Criminal Justice

  • August 13, 2013
    Guest Post

    by Nkechi Taifa, senior policy analyst for civil and justice reform at the Open Society Foundations and convener of the Washington-based Justice Roundtable

    U.S. Attorney General Eric Holder announced significant steps today at the American Bar Association’s annual meeting in San Francisco to correct the deepest, costliest and worst aspects in our criminal justice system. The reforms he outlined in remarks entitled, Smart on Crime, were a long time coming for the criminal justice advocacy community.

    Although Congress recently approved legislation to help prisoners re-enter society and to reduce the infamous disparity between crack and powder cocaine, previous Presidents and Congress have never addressed the root causes of mass incarceration. These unjust laws and policies that drive up the U.S. prison population include inflexible front-end decisions that define who goes to prison and for how long, as well as stubborn back-end choices that impede early release.

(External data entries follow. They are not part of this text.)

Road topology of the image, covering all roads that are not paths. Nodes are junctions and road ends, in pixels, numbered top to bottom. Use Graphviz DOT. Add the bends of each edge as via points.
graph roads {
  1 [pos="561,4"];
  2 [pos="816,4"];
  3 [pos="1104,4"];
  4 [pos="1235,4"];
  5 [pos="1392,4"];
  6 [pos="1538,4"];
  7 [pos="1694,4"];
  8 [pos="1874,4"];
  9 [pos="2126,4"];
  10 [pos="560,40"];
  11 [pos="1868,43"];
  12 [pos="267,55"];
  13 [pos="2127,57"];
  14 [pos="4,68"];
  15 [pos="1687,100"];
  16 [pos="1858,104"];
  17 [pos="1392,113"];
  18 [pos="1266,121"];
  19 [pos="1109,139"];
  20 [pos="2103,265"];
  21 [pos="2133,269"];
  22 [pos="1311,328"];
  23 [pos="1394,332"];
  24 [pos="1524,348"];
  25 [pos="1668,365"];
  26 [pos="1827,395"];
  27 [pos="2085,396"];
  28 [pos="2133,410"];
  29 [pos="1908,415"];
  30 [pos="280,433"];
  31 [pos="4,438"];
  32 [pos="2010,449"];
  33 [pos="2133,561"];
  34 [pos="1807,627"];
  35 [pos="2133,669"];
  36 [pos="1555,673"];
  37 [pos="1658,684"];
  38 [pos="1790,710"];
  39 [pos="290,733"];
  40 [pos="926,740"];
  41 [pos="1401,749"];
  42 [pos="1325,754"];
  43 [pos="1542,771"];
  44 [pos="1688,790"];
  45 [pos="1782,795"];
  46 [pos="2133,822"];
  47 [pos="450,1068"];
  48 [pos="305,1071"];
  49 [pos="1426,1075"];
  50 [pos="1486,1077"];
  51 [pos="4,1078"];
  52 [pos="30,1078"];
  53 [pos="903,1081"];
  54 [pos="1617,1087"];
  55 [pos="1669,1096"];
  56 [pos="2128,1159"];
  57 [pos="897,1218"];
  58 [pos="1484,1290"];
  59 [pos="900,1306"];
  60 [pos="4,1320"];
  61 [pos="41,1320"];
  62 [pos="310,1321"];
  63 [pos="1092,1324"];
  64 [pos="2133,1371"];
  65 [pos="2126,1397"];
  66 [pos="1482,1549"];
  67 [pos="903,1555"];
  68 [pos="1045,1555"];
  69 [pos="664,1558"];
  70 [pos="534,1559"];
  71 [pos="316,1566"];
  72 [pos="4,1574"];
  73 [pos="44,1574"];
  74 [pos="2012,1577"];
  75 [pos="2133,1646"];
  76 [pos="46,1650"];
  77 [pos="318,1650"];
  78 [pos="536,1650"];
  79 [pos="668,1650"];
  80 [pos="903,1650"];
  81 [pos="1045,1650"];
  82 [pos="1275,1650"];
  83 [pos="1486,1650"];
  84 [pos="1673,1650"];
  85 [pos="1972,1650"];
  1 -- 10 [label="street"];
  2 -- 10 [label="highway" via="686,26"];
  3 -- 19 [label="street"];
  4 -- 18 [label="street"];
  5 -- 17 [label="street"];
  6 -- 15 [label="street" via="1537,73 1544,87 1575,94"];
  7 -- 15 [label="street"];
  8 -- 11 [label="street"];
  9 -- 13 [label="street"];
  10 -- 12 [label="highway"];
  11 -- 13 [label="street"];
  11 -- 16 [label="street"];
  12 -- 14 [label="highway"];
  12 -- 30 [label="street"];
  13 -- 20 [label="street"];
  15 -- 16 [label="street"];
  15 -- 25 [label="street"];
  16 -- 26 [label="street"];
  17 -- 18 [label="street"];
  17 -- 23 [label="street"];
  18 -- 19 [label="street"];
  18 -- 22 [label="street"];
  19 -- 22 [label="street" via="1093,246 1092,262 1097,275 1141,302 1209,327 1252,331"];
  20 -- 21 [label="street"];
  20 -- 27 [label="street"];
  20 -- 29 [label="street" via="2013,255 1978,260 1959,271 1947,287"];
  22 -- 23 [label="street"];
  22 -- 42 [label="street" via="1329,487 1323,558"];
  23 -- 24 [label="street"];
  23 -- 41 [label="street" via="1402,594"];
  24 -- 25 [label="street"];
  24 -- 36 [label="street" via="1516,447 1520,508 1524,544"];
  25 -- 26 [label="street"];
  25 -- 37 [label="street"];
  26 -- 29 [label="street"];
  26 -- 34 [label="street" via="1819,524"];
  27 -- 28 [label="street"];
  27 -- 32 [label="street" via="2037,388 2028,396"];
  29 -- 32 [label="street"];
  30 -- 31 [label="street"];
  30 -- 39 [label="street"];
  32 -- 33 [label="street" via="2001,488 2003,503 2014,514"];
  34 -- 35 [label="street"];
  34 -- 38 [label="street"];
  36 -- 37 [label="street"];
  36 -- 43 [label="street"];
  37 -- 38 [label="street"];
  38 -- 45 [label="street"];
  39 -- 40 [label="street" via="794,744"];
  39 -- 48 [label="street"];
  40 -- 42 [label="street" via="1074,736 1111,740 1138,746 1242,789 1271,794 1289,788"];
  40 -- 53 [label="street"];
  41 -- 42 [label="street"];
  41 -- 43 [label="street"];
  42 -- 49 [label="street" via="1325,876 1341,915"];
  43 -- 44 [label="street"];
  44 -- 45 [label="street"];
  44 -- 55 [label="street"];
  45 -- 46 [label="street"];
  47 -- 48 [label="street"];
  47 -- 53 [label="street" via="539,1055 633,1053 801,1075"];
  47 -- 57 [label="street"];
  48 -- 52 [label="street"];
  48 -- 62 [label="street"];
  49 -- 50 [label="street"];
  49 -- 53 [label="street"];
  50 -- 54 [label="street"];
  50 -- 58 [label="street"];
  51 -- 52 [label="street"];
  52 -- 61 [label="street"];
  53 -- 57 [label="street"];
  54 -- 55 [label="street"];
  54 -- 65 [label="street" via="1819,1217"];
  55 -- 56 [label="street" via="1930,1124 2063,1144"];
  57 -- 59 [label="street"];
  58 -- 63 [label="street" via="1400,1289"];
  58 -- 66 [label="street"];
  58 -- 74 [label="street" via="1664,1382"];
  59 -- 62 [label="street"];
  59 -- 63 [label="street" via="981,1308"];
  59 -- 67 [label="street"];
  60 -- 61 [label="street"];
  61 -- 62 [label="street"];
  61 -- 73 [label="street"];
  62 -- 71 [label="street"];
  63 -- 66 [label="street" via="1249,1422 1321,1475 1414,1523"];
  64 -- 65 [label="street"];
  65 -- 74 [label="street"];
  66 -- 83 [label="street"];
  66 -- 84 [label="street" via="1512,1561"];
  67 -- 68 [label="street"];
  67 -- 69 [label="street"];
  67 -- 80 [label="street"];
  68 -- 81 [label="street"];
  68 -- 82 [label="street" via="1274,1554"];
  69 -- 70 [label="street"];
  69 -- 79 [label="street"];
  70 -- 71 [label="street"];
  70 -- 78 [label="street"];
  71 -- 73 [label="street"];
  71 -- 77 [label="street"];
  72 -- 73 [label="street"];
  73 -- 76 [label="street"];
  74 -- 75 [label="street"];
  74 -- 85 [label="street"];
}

    Today, in the fifth decade of both the March on Washington and the War on Drugs, the Attorney General has ushered in a revolutionary moment by advancing the policy discussion around widespread incarceration that has cost billions of dollars without making society any safer, and reducing flaws of a system that sends too many people of color to prison.

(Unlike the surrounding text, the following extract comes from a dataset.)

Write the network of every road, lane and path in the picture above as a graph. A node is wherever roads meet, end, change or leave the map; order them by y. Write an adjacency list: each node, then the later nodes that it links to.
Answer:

    The policies outlined in Holder’s speech will recalibrate the federal criminal justice system by correcting obstacles, inefficiencies and inequities and transforming law enforcement strategies so they alleviate, rather than exacerbate, harsh punishment.

  • August 13, 2013
    Guest Post

    by Stephen Wermiel, Professor of Practice, American University Washington College of Law

    Attorney General Eric Holder touched off a new chapter in his Justice Department tenure yesterday by unveiling a set of far-reaching and important criminal justice reforms that supporters of the Obama administration have long awaited. Holder’s speech captured the attention and fired up the spirit of an otherwise somewhat lethargic American Bar Association annual meeting in San Francisco. Holder expressed what is likely the strongest, clearest vision yet from the Obama administration and one that his admirers have hoped would be part of his legacy: “Today, a vicious cycle of poverty, criminality, and incarceration traps too many Americans and weakens too many communities. And many aspects of our criminal justice system may actually exacerbate these problems, rather than alleviate them.”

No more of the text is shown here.